==== Provided material
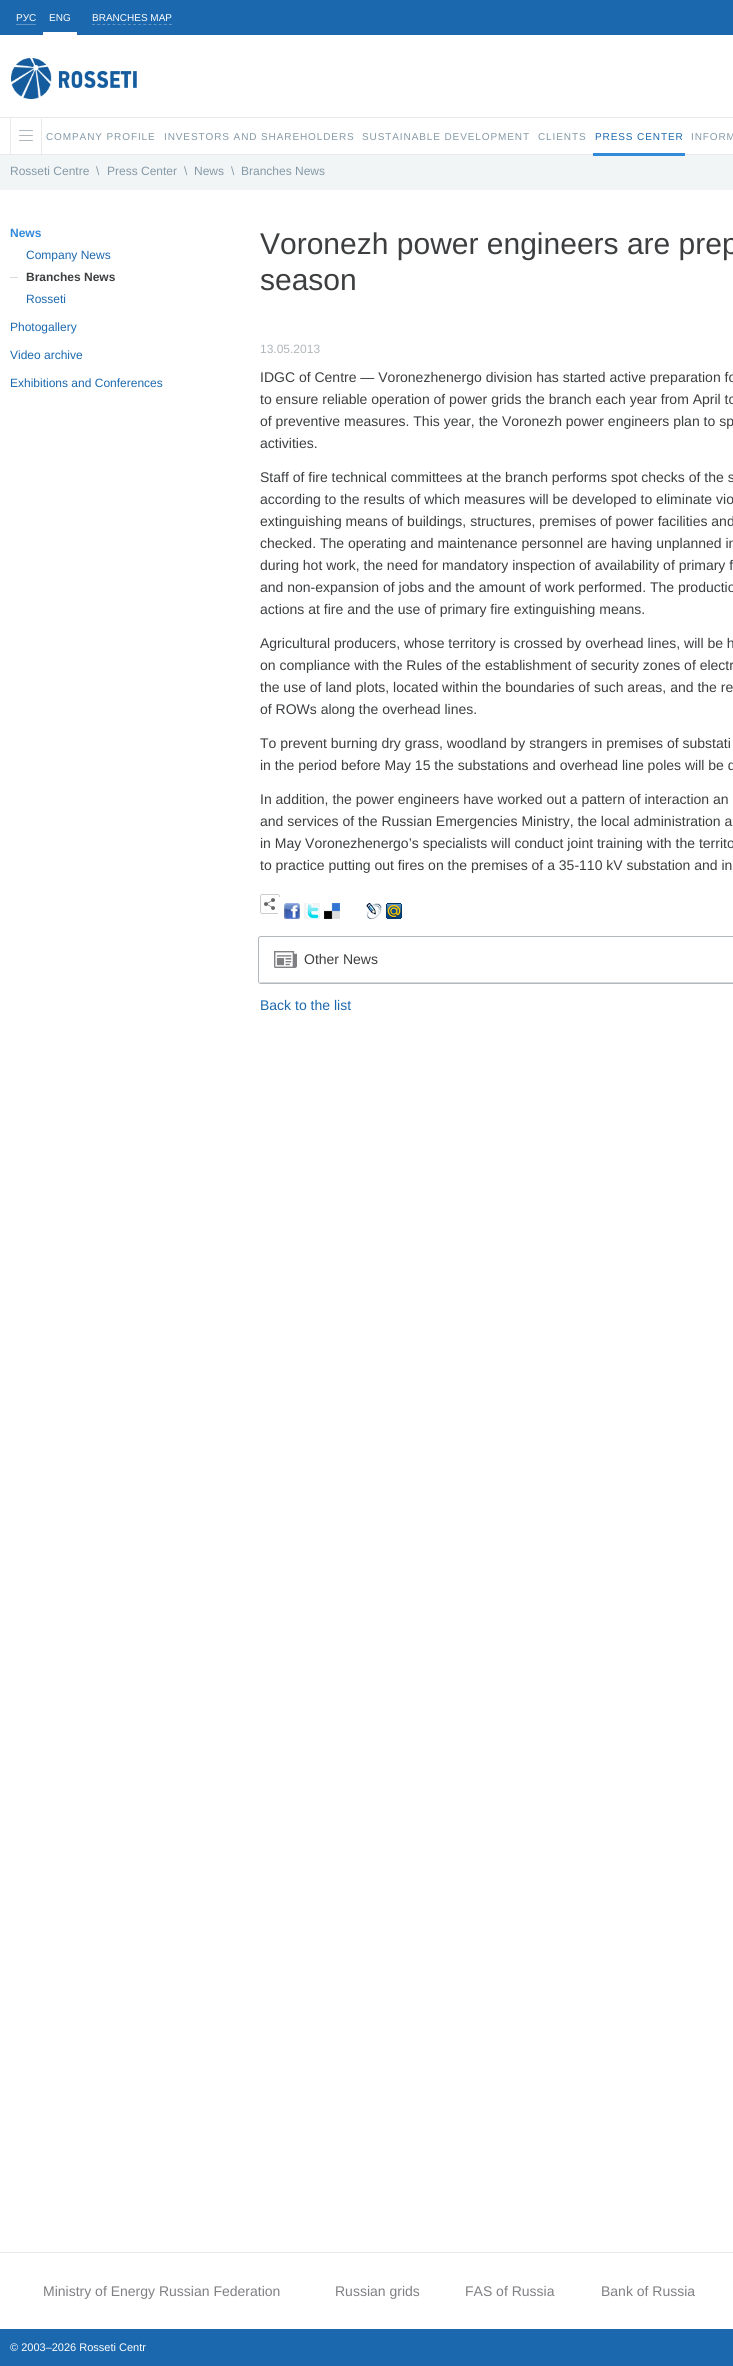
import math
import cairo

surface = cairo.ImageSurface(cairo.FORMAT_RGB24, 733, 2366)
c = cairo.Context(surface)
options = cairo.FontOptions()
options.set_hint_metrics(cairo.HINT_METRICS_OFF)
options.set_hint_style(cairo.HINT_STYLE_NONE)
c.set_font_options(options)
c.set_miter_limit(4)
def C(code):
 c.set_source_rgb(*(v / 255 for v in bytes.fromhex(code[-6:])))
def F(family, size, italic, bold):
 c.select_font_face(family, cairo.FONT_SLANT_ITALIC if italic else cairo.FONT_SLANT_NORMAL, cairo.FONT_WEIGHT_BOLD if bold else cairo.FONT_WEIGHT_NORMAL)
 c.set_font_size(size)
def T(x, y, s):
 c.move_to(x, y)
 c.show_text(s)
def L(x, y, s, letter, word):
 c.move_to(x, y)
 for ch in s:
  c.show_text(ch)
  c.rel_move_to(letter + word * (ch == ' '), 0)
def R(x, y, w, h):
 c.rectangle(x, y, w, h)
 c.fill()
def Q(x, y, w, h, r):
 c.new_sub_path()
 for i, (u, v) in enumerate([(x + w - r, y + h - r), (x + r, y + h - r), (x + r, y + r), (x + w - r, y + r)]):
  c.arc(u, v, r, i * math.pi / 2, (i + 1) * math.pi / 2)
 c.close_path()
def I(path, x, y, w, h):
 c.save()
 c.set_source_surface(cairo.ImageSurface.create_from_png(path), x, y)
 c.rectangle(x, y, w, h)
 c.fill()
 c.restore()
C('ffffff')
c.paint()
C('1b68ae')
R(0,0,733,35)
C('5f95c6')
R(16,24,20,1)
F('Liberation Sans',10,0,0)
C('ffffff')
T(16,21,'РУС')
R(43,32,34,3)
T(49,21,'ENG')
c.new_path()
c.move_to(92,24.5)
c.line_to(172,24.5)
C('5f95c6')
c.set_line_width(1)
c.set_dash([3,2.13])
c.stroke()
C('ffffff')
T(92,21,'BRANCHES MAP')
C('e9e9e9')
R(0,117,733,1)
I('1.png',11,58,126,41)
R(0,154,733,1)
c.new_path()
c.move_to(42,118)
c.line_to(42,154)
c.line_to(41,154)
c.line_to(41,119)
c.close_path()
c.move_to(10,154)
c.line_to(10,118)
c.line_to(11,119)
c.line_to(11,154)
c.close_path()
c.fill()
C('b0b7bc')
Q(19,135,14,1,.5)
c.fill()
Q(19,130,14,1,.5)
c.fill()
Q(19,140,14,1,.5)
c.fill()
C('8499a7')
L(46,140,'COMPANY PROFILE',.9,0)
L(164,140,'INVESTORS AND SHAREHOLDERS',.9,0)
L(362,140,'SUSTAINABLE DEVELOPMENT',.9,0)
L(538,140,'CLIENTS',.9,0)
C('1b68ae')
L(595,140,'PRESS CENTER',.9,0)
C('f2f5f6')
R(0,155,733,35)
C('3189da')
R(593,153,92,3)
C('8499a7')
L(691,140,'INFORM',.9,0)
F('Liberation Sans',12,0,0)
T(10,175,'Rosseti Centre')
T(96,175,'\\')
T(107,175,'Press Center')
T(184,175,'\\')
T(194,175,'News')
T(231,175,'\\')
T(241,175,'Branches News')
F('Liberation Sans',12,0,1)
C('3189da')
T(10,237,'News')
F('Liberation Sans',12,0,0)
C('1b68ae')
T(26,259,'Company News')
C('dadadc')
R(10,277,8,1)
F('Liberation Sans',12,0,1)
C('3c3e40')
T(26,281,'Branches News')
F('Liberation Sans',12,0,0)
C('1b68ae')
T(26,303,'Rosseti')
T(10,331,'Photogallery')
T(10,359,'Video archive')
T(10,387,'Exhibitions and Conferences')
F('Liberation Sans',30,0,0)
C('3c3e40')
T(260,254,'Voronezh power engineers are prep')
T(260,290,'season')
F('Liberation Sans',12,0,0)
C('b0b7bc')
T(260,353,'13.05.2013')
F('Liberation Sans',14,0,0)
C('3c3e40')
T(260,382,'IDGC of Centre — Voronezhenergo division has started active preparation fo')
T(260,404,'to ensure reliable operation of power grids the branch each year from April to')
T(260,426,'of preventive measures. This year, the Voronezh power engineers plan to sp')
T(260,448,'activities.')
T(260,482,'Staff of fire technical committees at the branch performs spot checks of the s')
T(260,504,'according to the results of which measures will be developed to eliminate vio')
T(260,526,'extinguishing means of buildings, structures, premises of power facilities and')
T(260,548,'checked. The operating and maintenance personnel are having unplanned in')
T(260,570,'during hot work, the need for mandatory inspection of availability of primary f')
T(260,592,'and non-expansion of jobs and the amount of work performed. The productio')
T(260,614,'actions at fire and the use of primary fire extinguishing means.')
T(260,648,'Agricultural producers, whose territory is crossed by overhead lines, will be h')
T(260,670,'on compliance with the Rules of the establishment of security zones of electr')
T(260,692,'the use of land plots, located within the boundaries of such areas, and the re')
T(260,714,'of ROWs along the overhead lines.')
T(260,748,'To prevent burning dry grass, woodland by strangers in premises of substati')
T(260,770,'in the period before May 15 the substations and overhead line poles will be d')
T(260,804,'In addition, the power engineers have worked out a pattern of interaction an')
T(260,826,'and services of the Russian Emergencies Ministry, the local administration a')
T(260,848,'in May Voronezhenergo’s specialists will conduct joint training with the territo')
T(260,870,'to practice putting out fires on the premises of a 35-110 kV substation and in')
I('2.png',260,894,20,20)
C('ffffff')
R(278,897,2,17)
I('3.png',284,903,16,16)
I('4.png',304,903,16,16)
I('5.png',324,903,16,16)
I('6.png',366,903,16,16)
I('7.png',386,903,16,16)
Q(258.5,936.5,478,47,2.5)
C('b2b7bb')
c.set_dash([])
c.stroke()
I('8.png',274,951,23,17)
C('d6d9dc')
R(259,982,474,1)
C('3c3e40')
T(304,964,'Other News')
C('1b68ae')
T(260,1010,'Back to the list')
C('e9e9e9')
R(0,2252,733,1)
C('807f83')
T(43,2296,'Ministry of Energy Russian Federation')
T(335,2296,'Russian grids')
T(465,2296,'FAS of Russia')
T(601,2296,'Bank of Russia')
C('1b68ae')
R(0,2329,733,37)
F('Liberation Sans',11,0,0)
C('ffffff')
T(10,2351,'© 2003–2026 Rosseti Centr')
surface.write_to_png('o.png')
========
==== Provided material
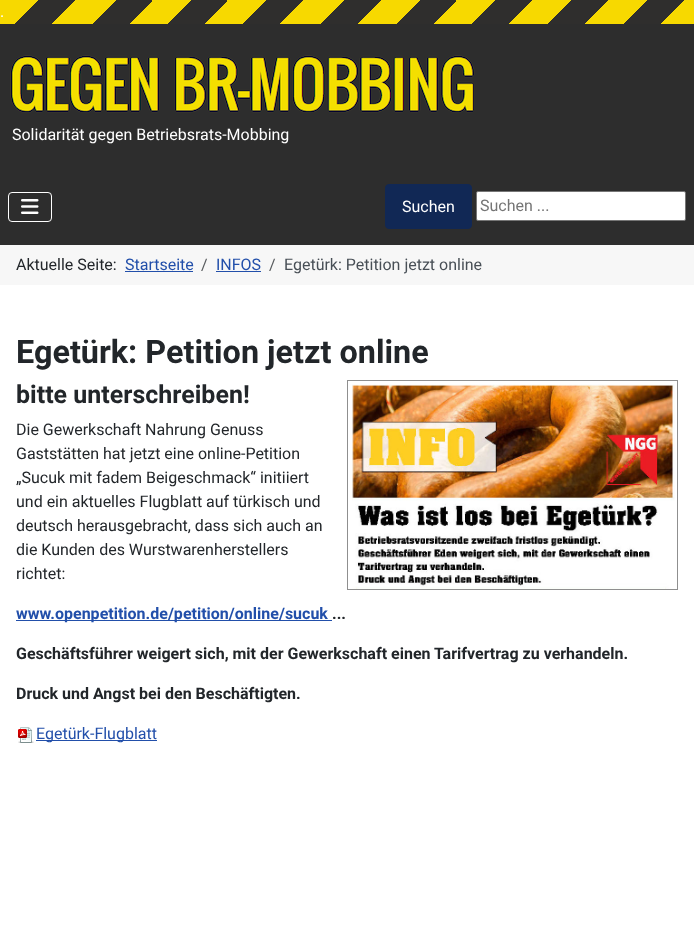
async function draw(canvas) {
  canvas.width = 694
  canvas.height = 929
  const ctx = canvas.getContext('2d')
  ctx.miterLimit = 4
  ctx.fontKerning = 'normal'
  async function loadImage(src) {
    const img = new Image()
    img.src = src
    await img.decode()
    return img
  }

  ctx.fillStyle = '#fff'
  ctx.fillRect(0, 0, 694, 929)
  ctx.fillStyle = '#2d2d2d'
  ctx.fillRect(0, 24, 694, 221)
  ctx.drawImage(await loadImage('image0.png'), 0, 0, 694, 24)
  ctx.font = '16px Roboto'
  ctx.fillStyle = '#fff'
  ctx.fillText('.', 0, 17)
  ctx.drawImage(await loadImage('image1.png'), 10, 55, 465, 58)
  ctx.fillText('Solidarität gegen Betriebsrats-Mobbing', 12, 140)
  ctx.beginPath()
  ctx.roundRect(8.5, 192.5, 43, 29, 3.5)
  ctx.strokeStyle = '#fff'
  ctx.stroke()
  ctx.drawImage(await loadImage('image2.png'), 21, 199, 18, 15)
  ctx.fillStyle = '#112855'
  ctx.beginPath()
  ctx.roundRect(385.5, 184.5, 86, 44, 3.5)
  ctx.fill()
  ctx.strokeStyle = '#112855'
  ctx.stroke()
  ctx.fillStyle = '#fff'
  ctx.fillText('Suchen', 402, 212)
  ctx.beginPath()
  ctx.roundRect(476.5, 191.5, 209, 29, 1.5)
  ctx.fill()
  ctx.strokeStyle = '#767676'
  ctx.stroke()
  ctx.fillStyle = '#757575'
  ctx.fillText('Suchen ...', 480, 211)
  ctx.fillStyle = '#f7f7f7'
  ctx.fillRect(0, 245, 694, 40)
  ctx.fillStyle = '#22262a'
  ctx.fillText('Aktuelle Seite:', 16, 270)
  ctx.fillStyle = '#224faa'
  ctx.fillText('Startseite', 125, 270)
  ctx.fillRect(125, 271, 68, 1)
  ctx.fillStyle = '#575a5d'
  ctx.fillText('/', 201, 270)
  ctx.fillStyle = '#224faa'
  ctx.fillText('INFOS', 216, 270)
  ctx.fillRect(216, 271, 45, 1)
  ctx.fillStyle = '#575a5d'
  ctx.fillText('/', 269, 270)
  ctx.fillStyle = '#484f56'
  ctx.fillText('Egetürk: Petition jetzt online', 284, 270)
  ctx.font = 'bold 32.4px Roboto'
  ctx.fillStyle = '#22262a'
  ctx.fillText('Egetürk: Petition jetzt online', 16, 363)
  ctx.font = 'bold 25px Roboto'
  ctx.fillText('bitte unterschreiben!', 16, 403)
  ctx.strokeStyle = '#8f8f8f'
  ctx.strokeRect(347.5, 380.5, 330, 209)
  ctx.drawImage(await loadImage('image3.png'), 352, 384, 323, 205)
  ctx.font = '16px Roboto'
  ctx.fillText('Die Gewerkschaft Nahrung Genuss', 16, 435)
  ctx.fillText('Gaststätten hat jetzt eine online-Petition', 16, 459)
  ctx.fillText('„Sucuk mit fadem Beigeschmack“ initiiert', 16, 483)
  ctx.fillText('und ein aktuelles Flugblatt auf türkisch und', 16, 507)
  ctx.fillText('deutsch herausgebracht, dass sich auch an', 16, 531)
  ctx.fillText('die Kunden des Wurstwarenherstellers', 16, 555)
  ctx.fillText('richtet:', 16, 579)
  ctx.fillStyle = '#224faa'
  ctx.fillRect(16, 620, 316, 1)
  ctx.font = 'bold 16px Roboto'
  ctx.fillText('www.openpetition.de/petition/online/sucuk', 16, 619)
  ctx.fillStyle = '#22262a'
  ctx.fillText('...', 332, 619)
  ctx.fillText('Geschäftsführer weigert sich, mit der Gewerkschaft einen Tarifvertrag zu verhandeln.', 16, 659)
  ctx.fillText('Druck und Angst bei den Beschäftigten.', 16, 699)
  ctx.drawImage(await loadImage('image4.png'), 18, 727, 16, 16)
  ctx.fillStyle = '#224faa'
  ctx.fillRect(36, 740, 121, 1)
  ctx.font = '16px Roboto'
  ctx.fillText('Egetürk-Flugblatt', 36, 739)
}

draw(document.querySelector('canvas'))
========
Required work → How many lines of the listing above include the word "async"? State the number and nothing else.

Solution below → 2